[Working data — start]

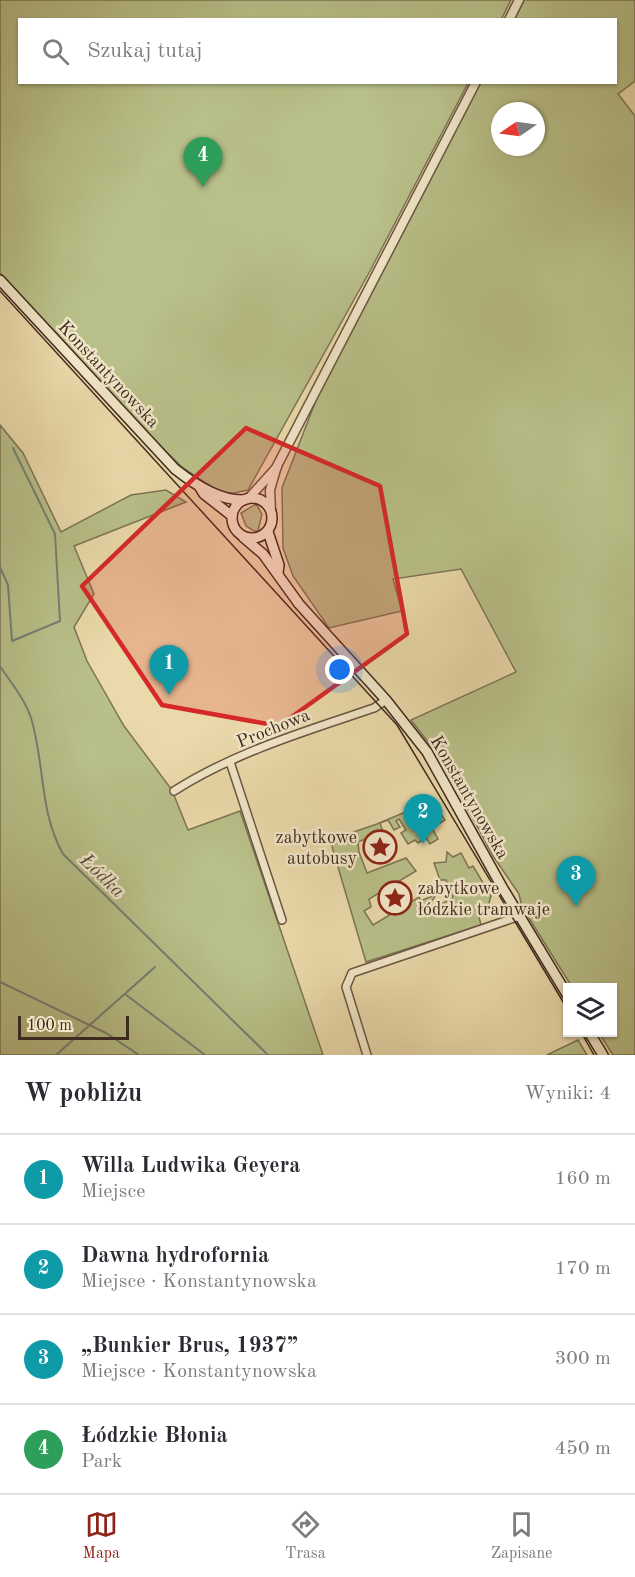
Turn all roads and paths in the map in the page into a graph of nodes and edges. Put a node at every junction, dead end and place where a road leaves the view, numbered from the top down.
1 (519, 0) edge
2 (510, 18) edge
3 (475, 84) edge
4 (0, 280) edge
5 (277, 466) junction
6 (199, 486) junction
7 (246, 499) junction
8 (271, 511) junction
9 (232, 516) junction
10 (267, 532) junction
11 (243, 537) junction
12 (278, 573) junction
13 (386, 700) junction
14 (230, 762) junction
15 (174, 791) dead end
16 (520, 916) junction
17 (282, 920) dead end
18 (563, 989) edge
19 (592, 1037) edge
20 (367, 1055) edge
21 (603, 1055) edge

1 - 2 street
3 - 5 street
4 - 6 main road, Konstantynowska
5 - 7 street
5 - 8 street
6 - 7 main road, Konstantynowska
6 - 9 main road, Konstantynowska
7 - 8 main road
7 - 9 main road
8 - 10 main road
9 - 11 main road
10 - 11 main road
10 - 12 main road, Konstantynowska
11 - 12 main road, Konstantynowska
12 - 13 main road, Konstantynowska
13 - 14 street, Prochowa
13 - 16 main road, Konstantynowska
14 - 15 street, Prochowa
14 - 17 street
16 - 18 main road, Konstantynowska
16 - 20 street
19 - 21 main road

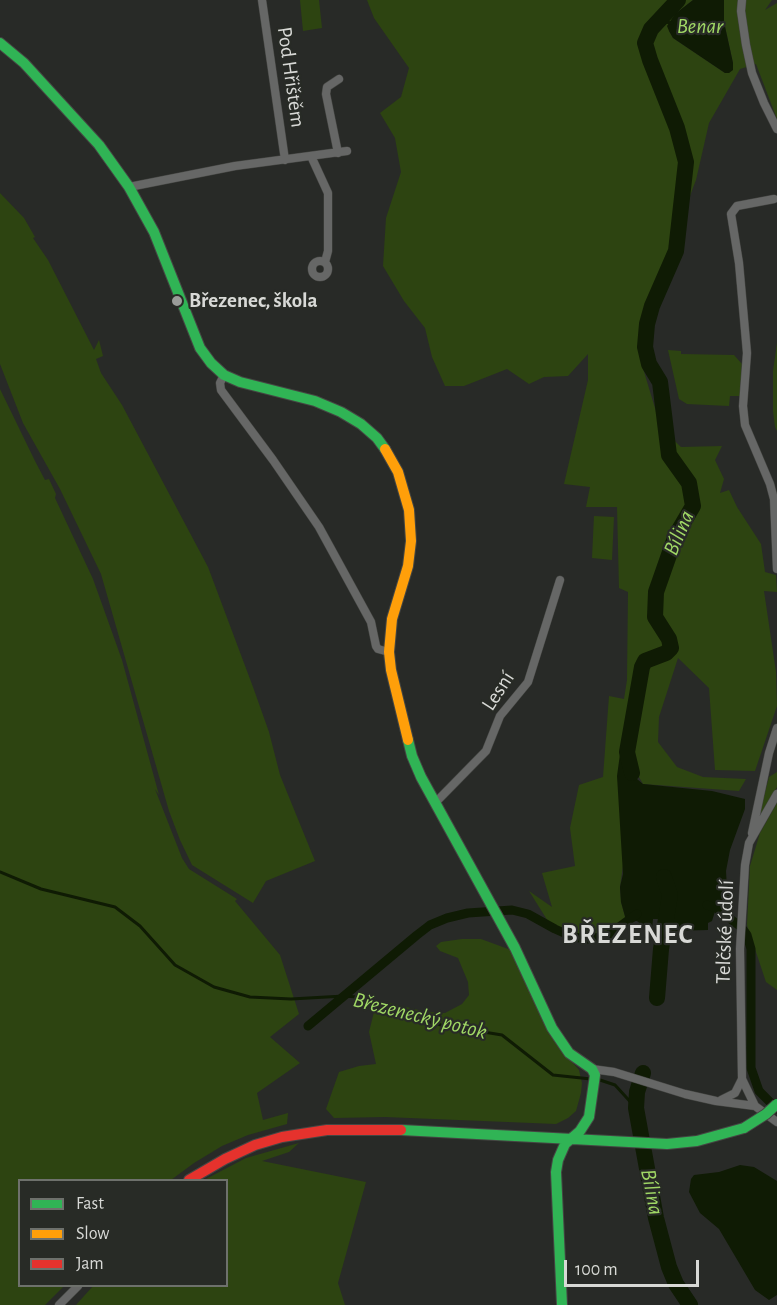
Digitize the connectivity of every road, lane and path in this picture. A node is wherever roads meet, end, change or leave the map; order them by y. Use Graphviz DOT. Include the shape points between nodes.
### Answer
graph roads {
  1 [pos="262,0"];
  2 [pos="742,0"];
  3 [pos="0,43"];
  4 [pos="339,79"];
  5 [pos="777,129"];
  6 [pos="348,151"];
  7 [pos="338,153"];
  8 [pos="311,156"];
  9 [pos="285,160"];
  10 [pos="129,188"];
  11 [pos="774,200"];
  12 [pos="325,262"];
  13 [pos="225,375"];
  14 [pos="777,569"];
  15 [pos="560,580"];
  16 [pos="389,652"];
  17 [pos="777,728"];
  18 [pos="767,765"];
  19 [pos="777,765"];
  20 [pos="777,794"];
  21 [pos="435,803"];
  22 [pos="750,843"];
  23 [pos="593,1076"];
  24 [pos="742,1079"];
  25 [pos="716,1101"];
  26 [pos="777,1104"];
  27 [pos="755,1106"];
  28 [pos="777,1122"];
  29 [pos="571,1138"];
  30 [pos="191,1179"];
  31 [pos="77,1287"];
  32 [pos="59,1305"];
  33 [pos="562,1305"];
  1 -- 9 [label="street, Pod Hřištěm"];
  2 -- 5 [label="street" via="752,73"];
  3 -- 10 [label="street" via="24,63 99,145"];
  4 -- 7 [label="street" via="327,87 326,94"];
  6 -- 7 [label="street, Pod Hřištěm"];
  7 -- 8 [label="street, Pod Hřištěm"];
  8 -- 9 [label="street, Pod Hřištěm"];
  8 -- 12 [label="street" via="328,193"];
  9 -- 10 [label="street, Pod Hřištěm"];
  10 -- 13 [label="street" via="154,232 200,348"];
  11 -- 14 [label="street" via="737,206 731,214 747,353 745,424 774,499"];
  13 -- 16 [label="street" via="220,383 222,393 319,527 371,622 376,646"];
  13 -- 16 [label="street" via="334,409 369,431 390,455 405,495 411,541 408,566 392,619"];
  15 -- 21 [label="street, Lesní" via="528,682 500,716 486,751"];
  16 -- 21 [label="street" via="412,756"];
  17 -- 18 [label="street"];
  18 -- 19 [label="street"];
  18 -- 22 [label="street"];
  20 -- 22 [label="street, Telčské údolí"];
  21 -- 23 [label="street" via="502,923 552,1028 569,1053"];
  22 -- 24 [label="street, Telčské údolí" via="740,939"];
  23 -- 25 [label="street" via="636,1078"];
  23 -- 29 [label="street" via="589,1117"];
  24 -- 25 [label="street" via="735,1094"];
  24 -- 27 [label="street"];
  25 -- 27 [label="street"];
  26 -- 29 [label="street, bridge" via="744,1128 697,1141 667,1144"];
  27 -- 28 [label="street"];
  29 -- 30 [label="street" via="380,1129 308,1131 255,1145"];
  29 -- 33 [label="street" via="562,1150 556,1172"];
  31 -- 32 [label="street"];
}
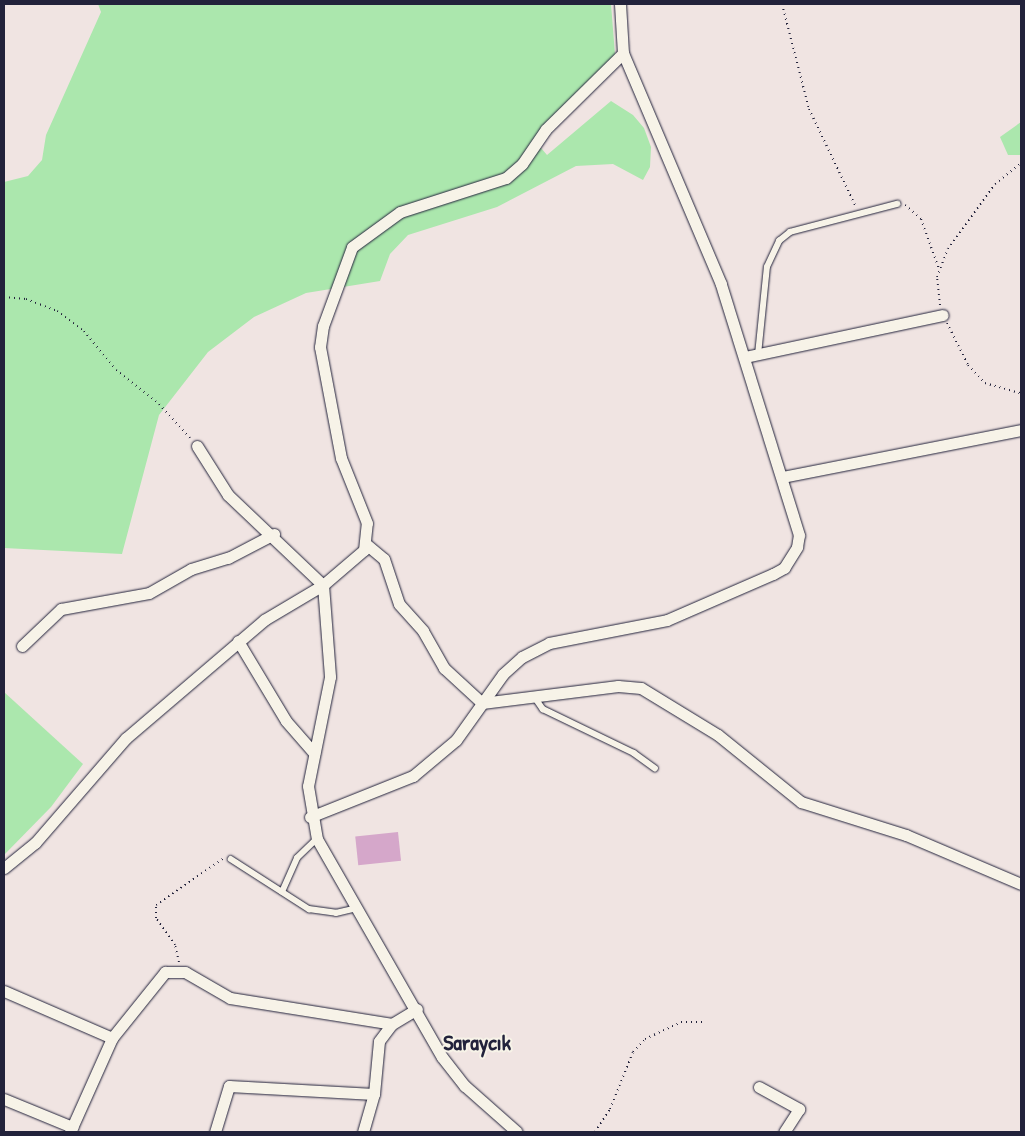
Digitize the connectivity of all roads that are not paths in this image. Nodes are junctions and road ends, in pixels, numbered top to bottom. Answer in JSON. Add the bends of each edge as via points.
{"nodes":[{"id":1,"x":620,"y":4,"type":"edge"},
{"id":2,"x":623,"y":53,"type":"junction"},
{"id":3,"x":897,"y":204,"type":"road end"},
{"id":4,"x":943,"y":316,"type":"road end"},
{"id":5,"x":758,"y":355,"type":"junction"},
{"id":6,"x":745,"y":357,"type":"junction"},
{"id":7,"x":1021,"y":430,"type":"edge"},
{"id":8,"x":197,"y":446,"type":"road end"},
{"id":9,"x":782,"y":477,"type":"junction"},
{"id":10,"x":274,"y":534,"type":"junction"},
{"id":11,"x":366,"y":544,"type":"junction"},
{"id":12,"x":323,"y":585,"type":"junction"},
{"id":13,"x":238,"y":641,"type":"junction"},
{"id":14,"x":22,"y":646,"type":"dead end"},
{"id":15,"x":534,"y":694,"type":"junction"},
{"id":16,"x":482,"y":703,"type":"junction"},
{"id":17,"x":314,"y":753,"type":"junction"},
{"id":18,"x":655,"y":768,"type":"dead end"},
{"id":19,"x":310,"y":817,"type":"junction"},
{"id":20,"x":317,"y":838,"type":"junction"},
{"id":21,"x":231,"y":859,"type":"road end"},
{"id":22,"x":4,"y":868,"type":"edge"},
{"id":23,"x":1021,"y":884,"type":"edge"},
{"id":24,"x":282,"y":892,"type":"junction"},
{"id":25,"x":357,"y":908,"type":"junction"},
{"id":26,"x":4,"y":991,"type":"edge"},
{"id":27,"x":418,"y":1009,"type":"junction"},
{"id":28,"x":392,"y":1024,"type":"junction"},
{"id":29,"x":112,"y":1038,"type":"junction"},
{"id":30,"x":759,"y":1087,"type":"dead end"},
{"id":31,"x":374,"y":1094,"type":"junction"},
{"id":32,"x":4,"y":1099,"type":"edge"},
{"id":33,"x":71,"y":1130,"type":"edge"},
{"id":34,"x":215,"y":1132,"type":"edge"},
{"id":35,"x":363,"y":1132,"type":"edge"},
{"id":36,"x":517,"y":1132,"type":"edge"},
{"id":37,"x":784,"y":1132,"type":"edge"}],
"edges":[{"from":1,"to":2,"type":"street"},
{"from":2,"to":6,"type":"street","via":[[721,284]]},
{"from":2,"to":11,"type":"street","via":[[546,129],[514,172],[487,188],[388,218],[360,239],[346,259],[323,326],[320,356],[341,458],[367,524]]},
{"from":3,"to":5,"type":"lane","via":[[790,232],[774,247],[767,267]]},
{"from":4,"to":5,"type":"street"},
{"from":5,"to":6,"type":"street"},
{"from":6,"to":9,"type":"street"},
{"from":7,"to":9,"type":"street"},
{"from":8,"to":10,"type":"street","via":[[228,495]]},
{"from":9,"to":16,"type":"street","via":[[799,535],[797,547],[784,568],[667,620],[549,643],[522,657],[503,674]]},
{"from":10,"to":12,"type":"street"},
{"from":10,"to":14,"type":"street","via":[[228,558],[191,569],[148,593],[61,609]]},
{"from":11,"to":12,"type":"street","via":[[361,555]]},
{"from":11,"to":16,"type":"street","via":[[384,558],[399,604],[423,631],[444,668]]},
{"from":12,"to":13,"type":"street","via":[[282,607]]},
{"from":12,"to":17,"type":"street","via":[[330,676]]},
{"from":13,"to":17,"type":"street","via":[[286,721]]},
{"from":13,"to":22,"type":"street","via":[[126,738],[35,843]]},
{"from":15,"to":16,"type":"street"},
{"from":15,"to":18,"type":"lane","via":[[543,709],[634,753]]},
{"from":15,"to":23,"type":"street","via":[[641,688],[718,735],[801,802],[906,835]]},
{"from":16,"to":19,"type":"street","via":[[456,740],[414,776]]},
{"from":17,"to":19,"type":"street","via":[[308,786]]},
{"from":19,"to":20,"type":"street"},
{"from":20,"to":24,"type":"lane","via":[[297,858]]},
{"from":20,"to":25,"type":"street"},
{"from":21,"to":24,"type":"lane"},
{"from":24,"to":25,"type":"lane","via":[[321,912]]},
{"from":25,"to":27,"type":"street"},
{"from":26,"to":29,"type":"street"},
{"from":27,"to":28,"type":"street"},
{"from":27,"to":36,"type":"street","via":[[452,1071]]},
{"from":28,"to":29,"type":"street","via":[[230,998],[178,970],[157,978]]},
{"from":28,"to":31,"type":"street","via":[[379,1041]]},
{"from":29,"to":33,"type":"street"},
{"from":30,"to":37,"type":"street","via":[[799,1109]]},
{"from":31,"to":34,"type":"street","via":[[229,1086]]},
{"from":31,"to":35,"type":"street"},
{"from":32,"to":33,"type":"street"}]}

[Working data — finish]

▸ **Task brief**
Exactly restate the lines from the beginning of the data through the line with "Digitize the connectivity of every", and no others, keeping pictures out.

▸ **Solution for this exercise**
Turn all roads and paths in the map in the page into a graph of nodes and edges. Put a node at every junction, dead end and place where a road leaves the view, numbered from the top down.
1 (519, 0) edge
2 (510, 18) edge
3 (475, 84) edge
4 (0, 280) edge
5 (277, 466) junction
6 (199, 486) junction
7 (246, 499) junction
8 (271, 511) junction
9 (232, 516) junction
10 (267, 532) junction
11 (243, 537) junction
12 (278, 573) junction
13 (386, 700) junction
14 (230, 762) junction
15 (174, 791) dead end
16 (520, 916) junction
17 (282, 920) dead end
18 (563, 989) edge
19 (592, 1037) edge
20 (367, 1055) edge
21 (603, 1055) edge

1 - 2 street
3 - 5 street
4 - 6 main road, Konstantynowska
5 - 7 street
5 - 8 street
6 - 7 main road, Konstantynowska
6 - 9 main road, Konstantynowska
7 - 8 main road
7 - 9 main road
8 - 10 main road
9 - 11 main road
10 - 11 main road
10 - 12 main road, Konstantynowska
11 - 12 main road, Konstantynowska
12 - 13 main road, Konstantynowska
13 - 14 street, Prochowa
13 - 16 main road, Konstantynowska
14 - 15 street, Prochowa
14 - 17 street
16 - 18 main road, Konstantynowska
16 - 20 street
19 - 21 main road

Digitize the connectivity of every road, lane and path in this picture. A node is wherever roads meet, end, change or leave the map; order them by y. Use Graphviz DOT. Include the shape points between nodes.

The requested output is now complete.